While I was chattering along with a friend via the phone, she mentally and verbally began grasping for a word. I fell silent, my own thoughts frozen by a sudden uncertainty over whether or not to supply my idea of the word she’d been about to say.
“You’re not helping!” My friend laughed, teasing. “What was I going to say?” An awkward chuckle was my only reply, and the conversation moved onward.
But awareness of that moment lingered for far longer than that late night conversation. My tendency when conversing is to get excited about what is being discussed, and sometimes I interject comments, or if someone pauses and grasps for words, I insert my own suggestions. Sometimes it is appropriate, and other times I wave my hands for the person I interrupted to continue, knowing I need to calm myself just a little and wait for them to finish.
Whenever this happened with my ex, however, he often snarled at me. No matter how long he paused, if I sought to offer a word that might fit in that open space he couldn’t fill, he would lash out at me in anger and frustration. It then became my fault he couldn’t finish his sentence.
For so long, I just assumed it was an irritating habit of mine, and I tried hard to break it. Only to be dumbfounded, this past weekend when my friend laughingly tried to chivy some assistance from me for the exact same thing that used to annoy my ex so greatly.
There is something about ‘everything in moderation’ that I know applies here – there is always potential that a habit done in excess could be ‘too much’ . But I have spent so long just quietly accepting that I am irritating to be around, that it is hard to wrap my head around this new perception: That many of the things I try not to do, do not bother the vast majority of friends and family.
In fact, one of my friends yesterday, when I asked her if I interrupted too much or finished sentences too often, gave me a particularly puzzled look. Then said, “I don’t mean this as a compliment or just to puff you up, necessarily, though it may sound that way. But, perhaps because you had to deal with [your ex] for so long, you are just a very easy person to just be around.”
It amazes me how much the foundations of my self-worth were etched away over the last few years, and how much more insidious the emotional abuse was than I realized. All the little things that made me, well, me, were under a constant, subtle attack. Even in the moments when things were relatively ‘good’.
My voice. If I asked my Ex to do things, or change something, he made a shrill mockery of what I said and flung it back in my face.
My jokes. Condescendingly, all my jokes were ‘mom’ jokes. I didn’t have a sense of humor. Etc.
My conversational habits and quirks.
Any alternative solutions to the one that wasn’t working for him. Which perhaps wouldn’t normally be a problem, excepting the more something wasn’t working, the angrier he got and the more things were thrown around.

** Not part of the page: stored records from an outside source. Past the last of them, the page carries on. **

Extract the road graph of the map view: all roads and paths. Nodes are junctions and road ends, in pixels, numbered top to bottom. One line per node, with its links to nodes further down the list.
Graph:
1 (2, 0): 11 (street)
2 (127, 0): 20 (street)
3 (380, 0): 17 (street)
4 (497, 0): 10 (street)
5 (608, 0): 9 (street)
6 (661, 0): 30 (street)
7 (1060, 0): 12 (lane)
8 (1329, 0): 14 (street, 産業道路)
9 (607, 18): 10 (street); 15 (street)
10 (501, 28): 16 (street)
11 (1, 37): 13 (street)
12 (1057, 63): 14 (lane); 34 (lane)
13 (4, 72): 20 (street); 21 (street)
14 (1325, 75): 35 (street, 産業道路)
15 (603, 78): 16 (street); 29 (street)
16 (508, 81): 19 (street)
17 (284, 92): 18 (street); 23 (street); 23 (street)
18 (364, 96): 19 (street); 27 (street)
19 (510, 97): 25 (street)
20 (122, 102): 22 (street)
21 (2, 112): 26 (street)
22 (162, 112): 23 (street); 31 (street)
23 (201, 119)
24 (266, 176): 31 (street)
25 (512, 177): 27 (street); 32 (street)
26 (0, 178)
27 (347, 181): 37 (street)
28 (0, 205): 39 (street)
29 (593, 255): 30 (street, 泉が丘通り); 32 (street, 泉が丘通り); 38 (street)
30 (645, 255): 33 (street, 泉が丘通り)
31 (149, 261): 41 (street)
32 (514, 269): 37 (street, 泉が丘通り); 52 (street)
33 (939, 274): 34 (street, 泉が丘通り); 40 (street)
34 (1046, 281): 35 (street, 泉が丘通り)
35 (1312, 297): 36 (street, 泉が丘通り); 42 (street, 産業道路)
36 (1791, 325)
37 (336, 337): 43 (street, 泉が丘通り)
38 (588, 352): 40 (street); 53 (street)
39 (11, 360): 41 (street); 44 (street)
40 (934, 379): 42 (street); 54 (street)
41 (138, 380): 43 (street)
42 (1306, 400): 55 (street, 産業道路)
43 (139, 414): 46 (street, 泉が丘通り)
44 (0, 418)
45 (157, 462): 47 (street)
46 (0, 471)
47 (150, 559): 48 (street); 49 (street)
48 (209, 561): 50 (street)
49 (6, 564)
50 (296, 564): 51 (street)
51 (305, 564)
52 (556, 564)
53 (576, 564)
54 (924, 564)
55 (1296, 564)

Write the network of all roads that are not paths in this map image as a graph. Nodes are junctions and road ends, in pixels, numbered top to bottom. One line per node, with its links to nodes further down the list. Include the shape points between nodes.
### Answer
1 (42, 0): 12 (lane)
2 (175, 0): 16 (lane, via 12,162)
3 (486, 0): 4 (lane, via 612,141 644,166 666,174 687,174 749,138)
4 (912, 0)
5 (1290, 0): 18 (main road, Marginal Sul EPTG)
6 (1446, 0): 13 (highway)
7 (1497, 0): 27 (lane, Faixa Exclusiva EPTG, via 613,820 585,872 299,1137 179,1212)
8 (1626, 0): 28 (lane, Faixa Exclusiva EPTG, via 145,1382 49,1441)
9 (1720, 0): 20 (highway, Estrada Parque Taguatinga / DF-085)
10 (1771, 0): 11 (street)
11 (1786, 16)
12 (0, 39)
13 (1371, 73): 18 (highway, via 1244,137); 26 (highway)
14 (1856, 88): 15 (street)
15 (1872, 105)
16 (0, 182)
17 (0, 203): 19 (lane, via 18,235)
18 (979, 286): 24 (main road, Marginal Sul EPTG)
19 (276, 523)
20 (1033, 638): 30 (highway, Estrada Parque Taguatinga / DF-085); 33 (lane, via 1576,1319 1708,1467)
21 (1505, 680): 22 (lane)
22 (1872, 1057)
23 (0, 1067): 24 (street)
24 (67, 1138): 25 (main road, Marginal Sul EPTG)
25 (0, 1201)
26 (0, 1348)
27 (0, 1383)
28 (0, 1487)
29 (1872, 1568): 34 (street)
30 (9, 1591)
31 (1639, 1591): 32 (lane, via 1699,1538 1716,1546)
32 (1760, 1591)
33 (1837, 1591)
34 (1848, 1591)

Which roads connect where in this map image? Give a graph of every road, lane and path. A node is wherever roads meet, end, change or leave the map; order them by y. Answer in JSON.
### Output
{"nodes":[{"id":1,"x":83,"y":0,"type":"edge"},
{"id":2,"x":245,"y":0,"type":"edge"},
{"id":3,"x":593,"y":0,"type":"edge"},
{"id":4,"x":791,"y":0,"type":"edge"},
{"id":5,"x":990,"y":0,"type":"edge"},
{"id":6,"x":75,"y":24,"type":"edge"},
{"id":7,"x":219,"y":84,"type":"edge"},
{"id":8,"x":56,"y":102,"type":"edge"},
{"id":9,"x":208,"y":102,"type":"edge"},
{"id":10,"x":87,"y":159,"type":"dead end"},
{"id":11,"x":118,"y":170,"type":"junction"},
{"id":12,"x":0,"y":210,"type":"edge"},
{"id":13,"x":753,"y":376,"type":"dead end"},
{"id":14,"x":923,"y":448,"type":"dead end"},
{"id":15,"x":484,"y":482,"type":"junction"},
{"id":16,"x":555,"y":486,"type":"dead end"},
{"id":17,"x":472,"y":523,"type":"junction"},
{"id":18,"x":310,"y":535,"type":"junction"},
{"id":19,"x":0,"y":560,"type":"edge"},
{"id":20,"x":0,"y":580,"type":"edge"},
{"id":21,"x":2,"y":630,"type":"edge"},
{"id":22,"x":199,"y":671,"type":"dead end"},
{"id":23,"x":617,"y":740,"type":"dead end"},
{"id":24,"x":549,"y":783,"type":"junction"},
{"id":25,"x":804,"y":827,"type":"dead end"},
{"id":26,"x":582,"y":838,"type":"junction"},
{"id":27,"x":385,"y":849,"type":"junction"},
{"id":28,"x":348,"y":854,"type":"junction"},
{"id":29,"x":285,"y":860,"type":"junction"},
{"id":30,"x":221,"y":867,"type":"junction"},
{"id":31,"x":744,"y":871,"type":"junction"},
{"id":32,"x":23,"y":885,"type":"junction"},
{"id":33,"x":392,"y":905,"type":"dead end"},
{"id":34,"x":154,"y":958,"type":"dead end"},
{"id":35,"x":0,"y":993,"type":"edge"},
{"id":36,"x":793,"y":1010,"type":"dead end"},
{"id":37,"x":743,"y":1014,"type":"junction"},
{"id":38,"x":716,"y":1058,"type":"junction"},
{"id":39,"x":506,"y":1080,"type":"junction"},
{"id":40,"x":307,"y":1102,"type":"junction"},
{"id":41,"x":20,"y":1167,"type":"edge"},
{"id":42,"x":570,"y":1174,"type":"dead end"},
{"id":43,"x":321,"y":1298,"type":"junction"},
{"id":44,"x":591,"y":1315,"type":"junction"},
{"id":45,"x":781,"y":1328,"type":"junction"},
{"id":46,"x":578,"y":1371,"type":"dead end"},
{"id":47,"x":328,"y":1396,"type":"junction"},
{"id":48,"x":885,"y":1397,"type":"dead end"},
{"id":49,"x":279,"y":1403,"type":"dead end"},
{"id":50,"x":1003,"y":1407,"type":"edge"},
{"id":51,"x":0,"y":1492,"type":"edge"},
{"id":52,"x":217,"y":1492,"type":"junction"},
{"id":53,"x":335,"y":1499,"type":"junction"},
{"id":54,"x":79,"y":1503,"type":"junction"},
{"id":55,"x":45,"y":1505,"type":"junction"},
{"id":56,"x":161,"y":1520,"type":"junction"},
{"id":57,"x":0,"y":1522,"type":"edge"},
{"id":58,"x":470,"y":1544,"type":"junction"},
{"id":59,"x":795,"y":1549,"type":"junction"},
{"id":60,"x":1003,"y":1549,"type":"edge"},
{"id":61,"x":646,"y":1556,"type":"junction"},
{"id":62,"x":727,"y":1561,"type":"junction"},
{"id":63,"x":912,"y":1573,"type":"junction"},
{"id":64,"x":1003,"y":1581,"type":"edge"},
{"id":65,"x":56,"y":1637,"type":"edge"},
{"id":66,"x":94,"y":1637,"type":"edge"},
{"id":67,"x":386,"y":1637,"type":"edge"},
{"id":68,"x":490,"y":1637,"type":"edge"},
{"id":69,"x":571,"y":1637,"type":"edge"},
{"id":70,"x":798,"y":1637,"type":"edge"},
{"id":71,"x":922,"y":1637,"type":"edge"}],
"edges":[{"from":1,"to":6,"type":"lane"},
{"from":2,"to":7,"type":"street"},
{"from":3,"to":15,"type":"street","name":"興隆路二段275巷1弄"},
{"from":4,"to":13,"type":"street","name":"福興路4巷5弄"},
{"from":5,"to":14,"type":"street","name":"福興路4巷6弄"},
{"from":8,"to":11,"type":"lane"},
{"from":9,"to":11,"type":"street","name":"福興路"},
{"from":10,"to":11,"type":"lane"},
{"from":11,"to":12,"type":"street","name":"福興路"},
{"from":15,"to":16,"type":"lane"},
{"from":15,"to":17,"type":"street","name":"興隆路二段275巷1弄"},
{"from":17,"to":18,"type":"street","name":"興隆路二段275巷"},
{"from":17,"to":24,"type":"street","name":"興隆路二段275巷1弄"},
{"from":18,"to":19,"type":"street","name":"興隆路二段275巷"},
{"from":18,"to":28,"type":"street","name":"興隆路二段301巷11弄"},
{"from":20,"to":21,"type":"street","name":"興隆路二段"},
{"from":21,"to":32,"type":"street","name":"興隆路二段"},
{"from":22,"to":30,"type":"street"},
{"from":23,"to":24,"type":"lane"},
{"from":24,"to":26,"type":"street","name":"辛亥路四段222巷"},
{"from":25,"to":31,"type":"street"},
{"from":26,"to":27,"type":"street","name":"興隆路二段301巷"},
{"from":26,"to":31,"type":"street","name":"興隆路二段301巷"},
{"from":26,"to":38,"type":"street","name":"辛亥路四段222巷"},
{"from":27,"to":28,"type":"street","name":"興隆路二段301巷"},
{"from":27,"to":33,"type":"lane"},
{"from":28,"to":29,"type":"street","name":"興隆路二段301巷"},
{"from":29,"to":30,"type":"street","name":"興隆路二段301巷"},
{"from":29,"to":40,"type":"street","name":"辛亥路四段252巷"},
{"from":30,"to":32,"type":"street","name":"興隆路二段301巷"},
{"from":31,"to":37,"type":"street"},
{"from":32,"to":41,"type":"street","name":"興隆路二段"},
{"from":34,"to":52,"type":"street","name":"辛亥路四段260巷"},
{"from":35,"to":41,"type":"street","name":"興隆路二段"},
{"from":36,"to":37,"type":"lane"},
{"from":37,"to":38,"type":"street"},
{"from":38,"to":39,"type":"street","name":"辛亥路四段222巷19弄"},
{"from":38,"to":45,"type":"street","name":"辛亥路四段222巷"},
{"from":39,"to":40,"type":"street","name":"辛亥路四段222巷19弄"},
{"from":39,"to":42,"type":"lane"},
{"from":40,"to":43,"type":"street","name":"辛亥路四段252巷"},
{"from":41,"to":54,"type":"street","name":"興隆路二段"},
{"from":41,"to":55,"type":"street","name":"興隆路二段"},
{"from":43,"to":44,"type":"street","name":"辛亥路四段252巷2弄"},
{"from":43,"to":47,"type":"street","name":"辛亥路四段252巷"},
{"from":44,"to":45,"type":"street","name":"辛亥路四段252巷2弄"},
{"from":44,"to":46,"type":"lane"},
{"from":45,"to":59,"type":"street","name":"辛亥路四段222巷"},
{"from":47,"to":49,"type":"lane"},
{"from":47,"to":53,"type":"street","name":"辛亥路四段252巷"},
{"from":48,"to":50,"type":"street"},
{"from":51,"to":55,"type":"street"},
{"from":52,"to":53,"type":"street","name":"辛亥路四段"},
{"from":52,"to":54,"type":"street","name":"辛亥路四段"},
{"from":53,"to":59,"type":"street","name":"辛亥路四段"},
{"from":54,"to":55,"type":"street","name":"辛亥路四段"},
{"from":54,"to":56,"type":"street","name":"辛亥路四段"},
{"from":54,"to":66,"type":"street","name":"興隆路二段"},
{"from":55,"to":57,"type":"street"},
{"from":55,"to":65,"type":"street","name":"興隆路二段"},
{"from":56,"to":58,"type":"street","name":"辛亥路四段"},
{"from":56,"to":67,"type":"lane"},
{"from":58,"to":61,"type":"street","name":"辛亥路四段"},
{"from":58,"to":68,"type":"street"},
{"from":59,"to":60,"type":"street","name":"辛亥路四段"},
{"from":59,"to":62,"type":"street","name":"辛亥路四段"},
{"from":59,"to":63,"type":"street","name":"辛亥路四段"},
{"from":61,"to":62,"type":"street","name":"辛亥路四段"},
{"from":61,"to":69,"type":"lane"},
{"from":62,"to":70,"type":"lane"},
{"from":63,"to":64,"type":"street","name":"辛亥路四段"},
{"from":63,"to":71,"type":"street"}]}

Sure, I’m sure any of these things could get on someone’s nerves some of the time. So often, however, I wondered why he would want to be married to someone that so frequently rubbed him the wrong way. I even stated that, twice, in the last few months before I left, when I was too tired to be upset.
No wonder there were days I climbed into the car to go to the grocery store, and fantasized what it would be like to just keep going. Follow the road wherever it led. To the ocean, over the mountains, to the east coast, or Canada… just drive and have nothing but the thrum of wheels on pavement to keep me company.